Reproduce the data in its entirety, exactly as written.

==============================

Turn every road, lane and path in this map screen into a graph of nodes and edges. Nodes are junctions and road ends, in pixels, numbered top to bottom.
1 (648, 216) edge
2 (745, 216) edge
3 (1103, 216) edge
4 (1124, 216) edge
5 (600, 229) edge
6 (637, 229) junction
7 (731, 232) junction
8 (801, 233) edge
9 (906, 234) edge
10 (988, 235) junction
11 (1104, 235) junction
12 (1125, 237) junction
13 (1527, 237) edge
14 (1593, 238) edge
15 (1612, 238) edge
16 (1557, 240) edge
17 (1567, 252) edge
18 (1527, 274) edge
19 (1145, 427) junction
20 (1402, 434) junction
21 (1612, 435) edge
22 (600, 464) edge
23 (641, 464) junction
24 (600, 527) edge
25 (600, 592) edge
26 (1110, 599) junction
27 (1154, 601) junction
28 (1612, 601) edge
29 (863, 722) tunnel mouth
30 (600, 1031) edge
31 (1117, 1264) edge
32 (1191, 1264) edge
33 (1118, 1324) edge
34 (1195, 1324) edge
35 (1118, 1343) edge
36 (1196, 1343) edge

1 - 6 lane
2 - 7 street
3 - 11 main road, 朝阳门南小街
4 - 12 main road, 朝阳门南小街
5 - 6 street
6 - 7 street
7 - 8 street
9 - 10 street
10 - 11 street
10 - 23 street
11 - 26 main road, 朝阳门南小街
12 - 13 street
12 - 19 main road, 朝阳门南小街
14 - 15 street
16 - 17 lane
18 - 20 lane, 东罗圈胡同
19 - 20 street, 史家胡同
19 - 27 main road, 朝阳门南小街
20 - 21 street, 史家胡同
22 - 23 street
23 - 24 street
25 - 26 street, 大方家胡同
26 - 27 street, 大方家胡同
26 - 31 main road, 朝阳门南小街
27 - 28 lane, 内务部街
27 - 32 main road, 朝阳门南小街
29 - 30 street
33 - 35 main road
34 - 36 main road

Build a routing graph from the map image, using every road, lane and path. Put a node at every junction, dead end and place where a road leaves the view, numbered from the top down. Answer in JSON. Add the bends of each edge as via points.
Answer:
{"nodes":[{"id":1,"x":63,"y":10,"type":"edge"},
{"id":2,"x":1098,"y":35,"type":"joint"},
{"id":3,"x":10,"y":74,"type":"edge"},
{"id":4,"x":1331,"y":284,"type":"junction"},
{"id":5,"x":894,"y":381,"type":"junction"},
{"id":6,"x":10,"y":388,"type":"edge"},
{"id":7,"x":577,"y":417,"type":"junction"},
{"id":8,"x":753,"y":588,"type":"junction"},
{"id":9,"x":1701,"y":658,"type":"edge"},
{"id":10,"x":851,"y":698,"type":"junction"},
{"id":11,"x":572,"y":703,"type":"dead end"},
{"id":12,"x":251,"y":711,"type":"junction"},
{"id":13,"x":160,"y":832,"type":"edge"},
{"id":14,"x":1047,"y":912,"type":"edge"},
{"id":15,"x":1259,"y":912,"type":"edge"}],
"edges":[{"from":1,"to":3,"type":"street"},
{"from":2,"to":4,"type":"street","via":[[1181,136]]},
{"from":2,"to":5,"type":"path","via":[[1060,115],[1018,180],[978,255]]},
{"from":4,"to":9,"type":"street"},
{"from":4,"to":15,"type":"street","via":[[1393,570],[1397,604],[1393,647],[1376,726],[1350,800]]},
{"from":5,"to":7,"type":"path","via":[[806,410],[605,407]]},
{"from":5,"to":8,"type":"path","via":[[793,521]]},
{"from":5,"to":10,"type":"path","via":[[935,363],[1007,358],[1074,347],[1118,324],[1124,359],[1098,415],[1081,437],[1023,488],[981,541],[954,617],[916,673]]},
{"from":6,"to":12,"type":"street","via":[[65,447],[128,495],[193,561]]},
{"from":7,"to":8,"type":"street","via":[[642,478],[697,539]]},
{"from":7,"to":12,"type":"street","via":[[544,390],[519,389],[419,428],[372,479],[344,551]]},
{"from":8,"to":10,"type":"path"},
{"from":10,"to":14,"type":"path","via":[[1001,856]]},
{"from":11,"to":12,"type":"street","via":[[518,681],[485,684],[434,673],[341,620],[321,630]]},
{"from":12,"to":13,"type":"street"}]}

==============================

#### Solution for this exercise
Turn every road, lane and path in this map screen into a graph of nodes and edges. Nodes are junctions and road ends, in pixels, numbered top to bottom.
1 (648, 216) edge
2 (745, 216) edge
3 (1103, 216) edge
4 (1124, 216) edge
5 (600, 229) edge
6 (637, 229) junction
7 (731, 232) junction
8 (801, 233) edge
9 (906, 234) edge
10 (988, 235) junction
11 (1104, 235) junction
12 (1125, 237) junction
13 (1527, 237) edge
14 (1593, 238) edge
15 (1612, 238) edge
16 (1557, 240) edge
17 (1567, 252) edge
18 (1527, 274) edge
19 (1145, 427) junction
20 (1402, 434) junction
21 (1612, 435) edge
22 (600, 464) edge
23 (641, 464) junction
24 (600, 527) edge
25 (600, 592) edge
26 (1110, 599) junction
27 (1154, 601) junction
28 (1612, 601) edge
29 (863, 722) tunnel mouth
30 (600, 1031) edge
31 (1117, 1264) edge
32 (1191, 1264) edge
33 (1118, 1324) edge
34 (1195, 1324) edge
35 (1118, 1343) edge
36 (1196, 1343) edge

1 - 6 lane
2 - 7 street
3 - 11 main road, 朝阳门南小街
4 - 12 main road, 朝阳门南小街
5 - 6 street
6 - 7 street
7 - 8 street
9 - 10 street
10 - 11 street
10 - 23 street
11 - 26 main road, 朝阳门南小街
12 - 13 street
12 - 19 main road, 朝阳门南小街
14 - 15 street
16 - 17 lane
18 - 20 lane, 东罗圈胡同
19 - 20 street, 史家胡同
19 - 27 main road, 朝阳门南小街
20 - 21 street, 史家胡同
22 - 23 street
23 - 24 street
25 - 26 street, 大方家胡同
26 - 27 street, 大方家胡同
26 - 31 main road, 朝阳门南小街
27 - 28 lane, 内务部街
27 - 32 main road, 朝阳门南小街
29 - 30 street
33 - 35 main road
34 - 36 main road

Build a routing graph from the map image, using every road, lane and path. Put a node at every junction, dead end and place where a road leaves the view, numbered from the top down. Answer in JSON. Add the bends of each edge as via points.
Answer:
{"nodes":[{"id":1,"x":63,"y":10,"type":"edge"},
{"id":2,"x":1098,"y":35,"type":"joint"},
{"id":3,"x":10,"y":74,"type":"edge"},
{"id":4,"x":1331,"y":284,"type":"junction"},
{"id":5,"x":894,"y":381,"type":"junction"},
{"id":6,"x":10,"y":388,"type":"edge"},
{"id":7,"x":577,"y":417,"type":"junction"},
{"id":8,"x":753,"y":588,"type":"junction"},
{"id":9,"x":1701,"y":658,"type":"edge"},
{"id":10,"x":851,"y":698,"type":"junction"},
{"id":11,"x":572,"y":703,"type":"dead end"},
{"id":12,"x":251,"y":711,"type":"junction"},
{"id":13,"x":160,"y":832,"type":"edge"},
{"id":14,"x":1047,"y":912,"type":"edge"},
{"id":15,"x":1259,"y":912,"type":"edge"}],
"edges":[{"from":1,"to":3,"type":"street"},
{"from":2,"to":4,"type":"street","via":[[1181,136]]},
{"from":2,"to":5,"type":"path","via":[[1060,115],[1018,180],[978,255]]},
{"from":4,"to":9,"type":"street"},
{"from":4,"to":15,"type":"street","via":[[1393,570],[1397,604],[1393,647],[1376,726],[1350,800]]},
{"from":5,"to":7,"type":"path","via":[[806,410],[605,407]]},
{"from":5,"to":8,"type":"path","via":[[793,521]]},
{"from":5,"to":10,"type":"path","via":[[935,363],[1007,358],[1074,347],[1118,324],[1124,359],[1098,415],[1081,437],[1023,488],[981,541],[954,617],[916,673]]},
{"from":6,"to":12,"type":"street","via":[[65,447],[128,495],[193,561]]},
{"from":7,"to":8,"type":"street","via":[[642,478],[697,539]]},
{"from":7,"to":12,"type":"street","via":[[544,390],[519,389],[419,428],[372,479],[344,551]]},
{"from":8,"to":10,"type":"path"},
{"from":10,"to":14,"type":"path","via":[[1001,856]]},
{"from":11,"to":12,"type":"street","via":[[518,681],[485,684],[434,673],[341,620],[321,630]]},
{"from":12,"to":13,"type":"street"}]}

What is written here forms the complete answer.